Вышли из машины, он представил Самсонова.
— И что там, на буровой? — пожимая Самсонову руку, спросил Карцев у Феликса, как бы подмаргивая — или вправду подмаргивая — сквозь очки.
— А выпороли, — вздохнул Феликс сокрушенно. — И меня, и литературу…
— Ну, вы тут ни при чем, — улыбнулся Самсонов. — Лично вы…
— Отчего же… — Феликс пожал плечами. — Все-таки литература…
— «Литература — это я», — сказал Карцев.
Все рассмеялись.
— Нет, без дураков, — сказал Феликс. — Всыпали… Всыпали по первое число!..
— Мы это умеем, — потирая ладонь о ладонь, весело признался Чуркин.
— Еще как! — рассмеялся Сергей.
Феликс поймал на себе обеспокоенный взгляд Айгуль. Она стояла на ступеньках, рядом с Верой, порядком усталой, с померкшим лицом, — все такая же свежая, как при выезде, даже ее белое, в голубую полоску платье, казалось, ничуть помялось за всю длинную дорогу.

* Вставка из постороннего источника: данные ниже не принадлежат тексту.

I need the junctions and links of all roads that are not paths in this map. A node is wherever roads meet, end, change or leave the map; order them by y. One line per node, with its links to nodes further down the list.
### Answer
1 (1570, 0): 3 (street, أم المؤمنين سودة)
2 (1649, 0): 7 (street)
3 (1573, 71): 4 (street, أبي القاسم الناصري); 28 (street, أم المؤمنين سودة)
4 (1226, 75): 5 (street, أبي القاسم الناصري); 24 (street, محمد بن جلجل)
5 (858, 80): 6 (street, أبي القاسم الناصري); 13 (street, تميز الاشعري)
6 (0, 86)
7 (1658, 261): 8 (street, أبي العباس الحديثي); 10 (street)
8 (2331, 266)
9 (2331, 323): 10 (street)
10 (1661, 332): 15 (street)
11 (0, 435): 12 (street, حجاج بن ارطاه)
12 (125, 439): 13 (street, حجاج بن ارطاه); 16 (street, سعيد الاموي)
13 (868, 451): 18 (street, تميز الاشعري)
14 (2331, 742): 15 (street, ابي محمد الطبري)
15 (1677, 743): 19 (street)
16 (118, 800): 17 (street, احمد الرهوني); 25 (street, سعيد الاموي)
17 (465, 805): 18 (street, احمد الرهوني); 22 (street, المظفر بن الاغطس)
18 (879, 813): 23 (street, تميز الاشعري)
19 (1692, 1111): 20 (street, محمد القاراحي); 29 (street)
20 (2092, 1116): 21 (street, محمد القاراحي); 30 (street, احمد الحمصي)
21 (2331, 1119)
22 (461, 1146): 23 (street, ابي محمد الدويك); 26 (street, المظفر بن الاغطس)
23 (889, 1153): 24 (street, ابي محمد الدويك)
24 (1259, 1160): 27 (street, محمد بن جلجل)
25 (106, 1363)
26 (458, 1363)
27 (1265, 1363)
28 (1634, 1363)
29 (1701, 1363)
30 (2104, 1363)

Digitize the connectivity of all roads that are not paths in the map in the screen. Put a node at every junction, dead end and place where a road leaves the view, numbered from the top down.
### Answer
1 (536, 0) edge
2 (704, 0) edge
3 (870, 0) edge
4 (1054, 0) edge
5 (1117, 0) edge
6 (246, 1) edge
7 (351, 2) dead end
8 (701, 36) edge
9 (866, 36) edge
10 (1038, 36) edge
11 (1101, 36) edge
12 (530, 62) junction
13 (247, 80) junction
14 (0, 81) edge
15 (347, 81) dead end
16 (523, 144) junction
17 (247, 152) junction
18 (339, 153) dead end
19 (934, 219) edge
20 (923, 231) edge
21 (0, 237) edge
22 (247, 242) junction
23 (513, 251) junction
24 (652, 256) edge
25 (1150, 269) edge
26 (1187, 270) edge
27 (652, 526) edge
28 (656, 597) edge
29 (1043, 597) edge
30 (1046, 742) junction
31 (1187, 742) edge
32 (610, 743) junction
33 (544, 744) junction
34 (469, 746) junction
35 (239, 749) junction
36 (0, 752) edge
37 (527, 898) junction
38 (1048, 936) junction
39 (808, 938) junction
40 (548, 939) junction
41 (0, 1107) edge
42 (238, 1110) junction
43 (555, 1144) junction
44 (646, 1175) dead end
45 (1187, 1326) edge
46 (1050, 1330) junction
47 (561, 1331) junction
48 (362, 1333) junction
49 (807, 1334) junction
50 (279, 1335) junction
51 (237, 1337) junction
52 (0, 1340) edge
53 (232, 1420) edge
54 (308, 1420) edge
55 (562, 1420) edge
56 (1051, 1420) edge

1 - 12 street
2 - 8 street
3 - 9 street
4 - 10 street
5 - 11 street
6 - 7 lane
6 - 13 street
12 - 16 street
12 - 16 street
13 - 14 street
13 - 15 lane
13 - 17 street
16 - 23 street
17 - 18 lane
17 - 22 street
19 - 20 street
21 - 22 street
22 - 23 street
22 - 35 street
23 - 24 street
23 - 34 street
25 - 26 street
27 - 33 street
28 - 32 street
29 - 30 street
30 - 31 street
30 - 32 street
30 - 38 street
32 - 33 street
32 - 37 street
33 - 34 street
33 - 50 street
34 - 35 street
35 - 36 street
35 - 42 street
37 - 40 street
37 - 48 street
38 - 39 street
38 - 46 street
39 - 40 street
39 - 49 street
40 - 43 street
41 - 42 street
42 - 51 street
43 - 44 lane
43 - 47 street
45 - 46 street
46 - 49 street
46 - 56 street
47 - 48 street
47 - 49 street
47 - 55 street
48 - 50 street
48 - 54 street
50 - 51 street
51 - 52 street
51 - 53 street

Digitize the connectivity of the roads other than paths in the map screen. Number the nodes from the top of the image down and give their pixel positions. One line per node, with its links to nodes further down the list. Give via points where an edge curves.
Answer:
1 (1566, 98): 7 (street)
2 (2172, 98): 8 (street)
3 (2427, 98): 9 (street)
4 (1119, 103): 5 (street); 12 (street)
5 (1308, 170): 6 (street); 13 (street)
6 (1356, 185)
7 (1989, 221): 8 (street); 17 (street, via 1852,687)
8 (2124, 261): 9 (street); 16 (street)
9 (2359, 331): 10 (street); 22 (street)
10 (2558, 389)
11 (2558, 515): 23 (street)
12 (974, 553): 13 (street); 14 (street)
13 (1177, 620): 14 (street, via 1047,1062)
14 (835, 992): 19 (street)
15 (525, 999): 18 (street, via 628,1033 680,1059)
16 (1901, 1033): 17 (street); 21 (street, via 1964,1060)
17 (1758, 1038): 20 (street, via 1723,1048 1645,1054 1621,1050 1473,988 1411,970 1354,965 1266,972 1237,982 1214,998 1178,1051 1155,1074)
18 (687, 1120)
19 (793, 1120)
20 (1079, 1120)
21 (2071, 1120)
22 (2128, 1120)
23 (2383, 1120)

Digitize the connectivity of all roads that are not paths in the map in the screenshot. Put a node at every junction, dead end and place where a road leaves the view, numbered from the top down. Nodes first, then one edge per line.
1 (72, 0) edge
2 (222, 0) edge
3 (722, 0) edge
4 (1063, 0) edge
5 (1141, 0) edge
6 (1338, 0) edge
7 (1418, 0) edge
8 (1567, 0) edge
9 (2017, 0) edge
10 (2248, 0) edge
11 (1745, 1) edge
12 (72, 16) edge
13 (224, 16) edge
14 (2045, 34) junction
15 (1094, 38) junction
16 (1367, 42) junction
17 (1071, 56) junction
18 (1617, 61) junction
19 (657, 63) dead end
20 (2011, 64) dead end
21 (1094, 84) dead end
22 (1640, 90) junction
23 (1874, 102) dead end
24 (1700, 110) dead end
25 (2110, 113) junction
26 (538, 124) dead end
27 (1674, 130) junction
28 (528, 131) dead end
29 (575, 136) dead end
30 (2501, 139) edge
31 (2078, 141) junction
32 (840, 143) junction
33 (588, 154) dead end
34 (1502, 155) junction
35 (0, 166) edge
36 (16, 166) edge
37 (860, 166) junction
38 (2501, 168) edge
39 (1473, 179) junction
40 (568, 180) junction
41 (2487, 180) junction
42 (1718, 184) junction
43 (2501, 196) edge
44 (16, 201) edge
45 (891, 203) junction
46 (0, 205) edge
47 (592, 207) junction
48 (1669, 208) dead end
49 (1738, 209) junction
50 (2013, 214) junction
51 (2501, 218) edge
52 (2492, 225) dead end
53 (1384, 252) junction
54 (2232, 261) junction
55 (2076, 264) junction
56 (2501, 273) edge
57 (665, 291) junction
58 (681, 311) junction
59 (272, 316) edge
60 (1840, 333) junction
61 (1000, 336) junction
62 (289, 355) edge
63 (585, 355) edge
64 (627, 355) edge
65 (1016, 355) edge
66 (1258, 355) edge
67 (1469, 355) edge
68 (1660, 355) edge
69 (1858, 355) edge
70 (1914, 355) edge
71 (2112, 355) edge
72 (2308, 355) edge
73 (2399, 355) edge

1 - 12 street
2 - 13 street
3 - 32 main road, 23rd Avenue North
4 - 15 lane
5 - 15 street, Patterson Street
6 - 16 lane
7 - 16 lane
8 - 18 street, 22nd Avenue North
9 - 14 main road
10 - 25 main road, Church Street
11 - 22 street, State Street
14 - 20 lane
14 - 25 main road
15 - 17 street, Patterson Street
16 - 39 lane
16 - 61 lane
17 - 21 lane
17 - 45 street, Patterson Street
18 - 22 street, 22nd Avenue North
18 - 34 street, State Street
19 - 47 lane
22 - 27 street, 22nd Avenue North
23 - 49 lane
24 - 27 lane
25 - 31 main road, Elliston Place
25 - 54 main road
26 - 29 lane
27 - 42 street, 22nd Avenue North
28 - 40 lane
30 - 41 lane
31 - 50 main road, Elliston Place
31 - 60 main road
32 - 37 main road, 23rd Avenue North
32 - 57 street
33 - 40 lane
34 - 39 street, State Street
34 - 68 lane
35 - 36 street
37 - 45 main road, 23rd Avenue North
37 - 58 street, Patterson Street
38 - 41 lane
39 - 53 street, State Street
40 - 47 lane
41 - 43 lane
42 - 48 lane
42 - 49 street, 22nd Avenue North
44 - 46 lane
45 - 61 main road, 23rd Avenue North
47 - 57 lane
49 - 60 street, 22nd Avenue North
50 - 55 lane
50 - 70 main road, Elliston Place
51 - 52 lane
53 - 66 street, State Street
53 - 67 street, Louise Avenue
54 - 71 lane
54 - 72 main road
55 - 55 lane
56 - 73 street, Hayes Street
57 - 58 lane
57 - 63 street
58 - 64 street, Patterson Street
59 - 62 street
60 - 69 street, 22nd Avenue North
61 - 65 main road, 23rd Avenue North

Она перехватила его взгляд и тут же отвела глаза, лицо ее приняло хмурое выражение, — впрочем, довольно нарочитое… Ощутив это, он словно нечаянно столкнулся с ней в темноте, поймал ее руку…
До начала выступления оставалось какие-нибудь час или полтора. Было совершенно ясно, что поездка в пещеру сорвалась, туда уже не успеть.
Но внезапное упорство проявил Бек. То ли теперь, вблизи от Карадон-Аты, ему представлялось чуть ли не святотатством до нее не добраться, то ли вообще раз намеченное, по его мнению, во что бы то ни стало должно было выполняться, — но он высказал идею вполне сумасбродную: когда бы ни закончилось выступление, после него отправиться в подземный храм.
Однако явно нелепая мысль Бека вдруг увлекла всех. Феликс увидел перед собой лунную степь, как бы припорошенную снегом… Пещеру с темным входом… Бегучие отблеск костра в глубине… Какое-то веселое, озорное чувство вспыхнуло в нем, да и не только в нем. Бека поддержала молодежь. Гронский, как всегда, был великолепен. После некоторой заминки он проговорил задумчиво — «Нет и нет… А отчего же нет?..» — И так взбросил при этом на самый лоб треугольник лохматых бровей, так выразительно развел руками в стороны что ему зааплодировали, точь-в-точь как вчера, при подношении укутанного в хрустящий пергамент балыка. Артист, подумал Феликс, опять-таки вчерашними словами, великий артист…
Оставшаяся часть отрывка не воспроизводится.